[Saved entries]

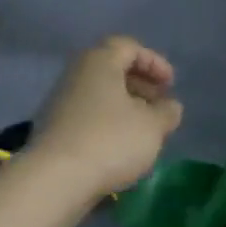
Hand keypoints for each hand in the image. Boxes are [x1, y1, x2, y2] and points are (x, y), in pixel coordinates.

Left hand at [30, 37, 182, 197]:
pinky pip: (88, 117)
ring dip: (125, 108)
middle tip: (159, 106)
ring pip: (99, 96)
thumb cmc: (111, 141)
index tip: (170, 85)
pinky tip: (122, 148)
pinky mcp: (54, 130)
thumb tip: (169, 106)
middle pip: (112, 70)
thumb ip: (167, 112)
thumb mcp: (153, 126)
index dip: (154, 62)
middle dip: (140, 85)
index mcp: (99, 62)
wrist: (55, 179)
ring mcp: (60, 103)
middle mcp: (76, 75)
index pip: (128, 47)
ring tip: (145, 131)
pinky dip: (108, 124)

▸ **TASK REQUIREMENTS**
Copy out the lines above, from the one holding "Left hand at" through the final line, with no other lines.

▸ **REPLY TO THE TASK**
Left hand at [30, 37, 182, 197]:
pinky pip: (88, 117)
ring dip: (125, 108)
middle tip: (159, 106)
ring pip: (99, 96)
thumb cmc: (111, 141)
index tip: (170, 85)
pinky tip: (122, 148)
pinky mcp: (54, 130)
thumb tip: (169, 106)
middle pip: (112, 70)
thumb ip: (167, 112)
thumb mcp: (153, 126)
index dip: (154, 62)
middle dip: (140, 85)
index mcp: (99, 62)
wrist: (55, 179)
ring mcp: (60, 103)
middle mcp: (76, 75)
index pip: (128, 47)
ring tip: (145, 131)
pinky dip: (108, 124)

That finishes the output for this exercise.